ASSIGNMENT
Review the material line by line. Identify and copy every line that contains the string "dead".
*** DATA FOR ANALYSIS ***
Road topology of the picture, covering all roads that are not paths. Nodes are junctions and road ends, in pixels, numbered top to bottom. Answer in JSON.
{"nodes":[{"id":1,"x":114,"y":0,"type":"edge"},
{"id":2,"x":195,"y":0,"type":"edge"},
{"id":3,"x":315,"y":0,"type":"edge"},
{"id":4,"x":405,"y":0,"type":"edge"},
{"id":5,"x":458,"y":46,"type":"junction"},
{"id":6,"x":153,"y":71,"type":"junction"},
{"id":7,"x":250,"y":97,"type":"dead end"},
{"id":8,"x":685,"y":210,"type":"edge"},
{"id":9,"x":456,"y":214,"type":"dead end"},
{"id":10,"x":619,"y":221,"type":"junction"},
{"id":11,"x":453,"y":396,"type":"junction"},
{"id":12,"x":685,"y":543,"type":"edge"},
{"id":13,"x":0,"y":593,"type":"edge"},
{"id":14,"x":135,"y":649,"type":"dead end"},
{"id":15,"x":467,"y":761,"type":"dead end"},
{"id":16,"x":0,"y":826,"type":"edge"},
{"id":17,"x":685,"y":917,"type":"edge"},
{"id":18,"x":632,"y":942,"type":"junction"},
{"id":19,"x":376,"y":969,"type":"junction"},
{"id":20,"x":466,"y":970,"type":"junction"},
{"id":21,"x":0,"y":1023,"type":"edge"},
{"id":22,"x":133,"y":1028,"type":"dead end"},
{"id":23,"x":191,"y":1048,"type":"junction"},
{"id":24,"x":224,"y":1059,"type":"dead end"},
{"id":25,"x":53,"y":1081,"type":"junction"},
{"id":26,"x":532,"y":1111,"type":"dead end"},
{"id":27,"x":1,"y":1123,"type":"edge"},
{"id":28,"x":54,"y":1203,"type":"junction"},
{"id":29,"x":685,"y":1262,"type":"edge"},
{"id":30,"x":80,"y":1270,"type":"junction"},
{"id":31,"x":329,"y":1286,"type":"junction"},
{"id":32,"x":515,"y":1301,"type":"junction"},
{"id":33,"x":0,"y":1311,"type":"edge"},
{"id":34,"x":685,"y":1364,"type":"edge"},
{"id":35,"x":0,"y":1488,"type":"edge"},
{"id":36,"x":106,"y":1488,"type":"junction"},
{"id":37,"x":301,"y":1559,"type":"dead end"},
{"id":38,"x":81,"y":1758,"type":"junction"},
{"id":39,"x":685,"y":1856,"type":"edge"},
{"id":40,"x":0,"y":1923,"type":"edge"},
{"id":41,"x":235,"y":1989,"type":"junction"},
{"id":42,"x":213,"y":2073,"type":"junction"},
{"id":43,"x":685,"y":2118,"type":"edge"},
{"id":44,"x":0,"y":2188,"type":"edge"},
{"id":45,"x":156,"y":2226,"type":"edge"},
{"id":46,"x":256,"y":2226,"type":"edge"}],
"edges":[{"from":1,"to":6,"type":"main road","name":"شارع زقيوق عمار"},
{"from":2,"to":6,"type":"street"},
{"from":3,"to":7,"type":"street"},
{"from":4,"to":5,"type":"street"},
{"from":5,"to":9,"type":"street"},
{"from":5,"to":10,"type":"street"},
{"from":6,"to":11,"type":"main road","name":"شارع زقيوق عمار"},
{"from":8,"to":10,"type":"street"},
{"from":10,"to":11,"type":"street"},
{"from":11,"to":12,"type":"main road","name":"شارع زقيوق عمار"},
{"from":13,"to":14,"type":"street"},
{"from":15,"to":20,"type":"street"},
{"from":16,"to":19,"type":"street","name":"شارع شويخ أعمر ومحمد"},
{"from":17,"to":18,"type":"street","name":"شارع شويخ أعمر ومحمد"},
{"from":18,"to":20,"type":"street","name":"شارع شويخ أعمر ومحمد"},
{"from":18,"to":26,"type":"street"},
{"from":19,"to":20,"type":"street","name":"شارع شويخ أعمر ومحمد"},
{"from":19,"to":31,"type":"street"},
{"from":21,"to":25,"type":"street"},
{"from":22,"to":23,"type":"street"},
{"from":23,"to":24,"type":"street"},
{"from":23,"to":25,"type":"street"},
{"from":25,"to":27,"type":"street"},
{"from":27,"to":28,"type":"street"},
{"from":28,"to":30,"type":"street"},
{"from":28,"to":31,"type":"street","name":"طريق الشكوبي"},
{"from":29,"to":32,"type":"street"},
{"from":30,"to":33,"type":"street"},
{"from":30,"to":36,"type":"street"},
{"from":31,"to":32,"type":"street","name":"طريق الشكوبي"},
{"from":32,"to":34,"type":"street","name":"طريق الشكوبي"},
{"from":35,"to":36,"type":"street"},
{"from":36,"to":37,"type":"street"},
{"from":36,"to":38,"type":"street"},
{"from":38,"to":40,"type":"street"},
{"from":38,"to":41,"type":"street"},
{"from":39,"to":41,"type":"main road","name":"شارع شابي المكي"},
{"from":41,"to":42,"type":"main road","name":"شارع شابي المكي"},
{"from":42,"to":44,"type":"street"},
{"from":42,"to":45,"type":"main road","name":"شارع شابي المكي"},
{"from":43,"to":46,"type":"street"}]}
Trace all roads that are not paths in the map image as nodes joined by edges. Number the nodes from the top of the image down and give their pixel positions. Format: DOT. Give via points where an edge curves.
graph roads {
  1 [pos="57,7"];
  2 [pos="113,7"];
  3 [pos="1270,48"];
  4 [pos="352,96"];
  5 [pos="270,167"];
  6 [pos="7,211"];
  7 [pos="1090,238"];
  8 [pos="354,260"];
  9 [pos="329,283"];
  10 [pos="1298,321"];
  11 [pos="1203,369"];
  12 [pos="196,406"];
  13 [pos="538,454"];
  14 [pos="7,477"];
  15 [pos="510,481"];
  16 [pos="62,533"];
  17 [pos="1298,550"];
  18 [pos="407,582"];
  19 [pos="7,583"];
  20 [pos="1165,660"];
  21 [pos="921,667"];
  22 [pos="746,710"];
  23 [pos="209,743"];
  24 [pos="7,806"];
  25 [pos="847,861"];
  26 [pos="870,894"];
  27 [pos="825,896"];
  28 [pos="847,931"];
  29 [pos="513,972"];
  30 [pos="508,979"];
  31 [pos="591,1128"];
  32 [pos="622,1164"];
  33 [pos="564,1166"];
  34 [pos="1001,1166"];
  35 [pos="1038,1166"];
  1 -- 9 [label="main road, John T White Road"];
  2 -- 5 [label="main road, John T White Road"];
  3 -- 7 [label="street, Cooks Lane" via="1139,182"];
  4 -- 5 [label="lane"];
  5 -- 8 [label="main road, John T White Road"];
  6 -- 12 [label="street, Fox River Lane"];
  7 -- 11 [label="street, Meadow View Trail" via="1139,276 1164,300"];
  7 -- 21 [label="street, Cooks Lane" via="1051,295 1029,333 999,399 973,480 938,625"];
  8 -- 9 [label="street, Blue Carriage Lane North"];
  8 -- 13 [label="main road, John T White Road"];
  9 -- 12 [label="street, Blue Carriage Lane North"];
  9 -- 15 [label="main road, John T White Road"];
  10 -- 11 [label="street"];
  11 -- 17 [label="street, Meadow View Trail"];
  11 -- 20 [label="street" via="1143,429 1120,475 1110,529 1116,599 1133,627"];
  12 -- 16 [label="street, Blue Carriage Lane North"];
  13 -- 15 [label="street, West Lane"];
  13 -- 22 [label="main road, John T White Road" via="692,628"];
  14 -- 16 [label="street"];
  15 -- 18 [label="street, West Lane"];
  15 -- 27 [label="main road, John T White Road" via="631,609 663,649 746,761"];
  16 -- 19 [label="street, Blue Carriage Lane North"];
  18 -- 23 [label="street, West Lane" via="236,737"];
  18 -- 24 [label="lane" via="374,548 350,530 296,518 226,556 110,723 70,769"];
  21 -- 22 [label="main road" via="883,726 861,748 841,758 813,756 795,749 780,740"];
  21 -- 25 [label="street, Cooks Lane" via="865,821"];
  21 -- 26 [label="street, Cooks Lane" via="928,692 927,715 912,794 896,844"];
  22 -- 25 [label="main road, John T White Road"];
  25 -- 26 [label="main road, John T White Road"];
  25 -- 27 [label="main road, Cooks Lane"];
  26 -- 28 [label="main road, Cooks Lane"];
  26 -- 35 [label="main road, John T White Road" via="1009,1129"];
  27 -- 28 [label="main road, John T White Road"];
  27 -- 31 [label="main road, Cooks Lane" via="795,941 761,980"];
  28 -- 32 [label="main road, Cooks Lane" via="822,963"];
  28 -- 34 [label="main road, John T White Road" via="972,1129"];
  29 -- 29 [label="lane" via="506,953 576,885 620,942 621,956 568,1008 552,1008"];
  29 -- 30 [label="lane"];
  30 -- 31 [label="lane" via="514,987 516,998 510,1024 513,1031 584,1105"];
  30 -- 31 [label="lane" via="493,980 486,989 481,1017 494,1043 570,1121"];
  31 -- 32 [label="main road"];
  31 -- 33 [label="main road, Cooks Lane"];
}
*** End of DATA FOR ANALYSIS ***
OUTPUT OF THE TASK
{"id":7,"x":250,"y":97,"type":"dead end"},
{"id":9,"x":456,"y":214,"type":"dead end"},
{"id":14,"x":135,"y":649,"type":"dead end"},
{"id":15,"x":467,"y":761,"type":"dead end"},
{"id":22,"x":133,"y":1028,"type":"dead end"},
{"id":24,"x":224,"y":1059,"type":"dead end"},
{"id":26,"x":532,"y":1111,"type":"dead end"},
{"id":37,"x":301,"y":1559,"type":"dead end"},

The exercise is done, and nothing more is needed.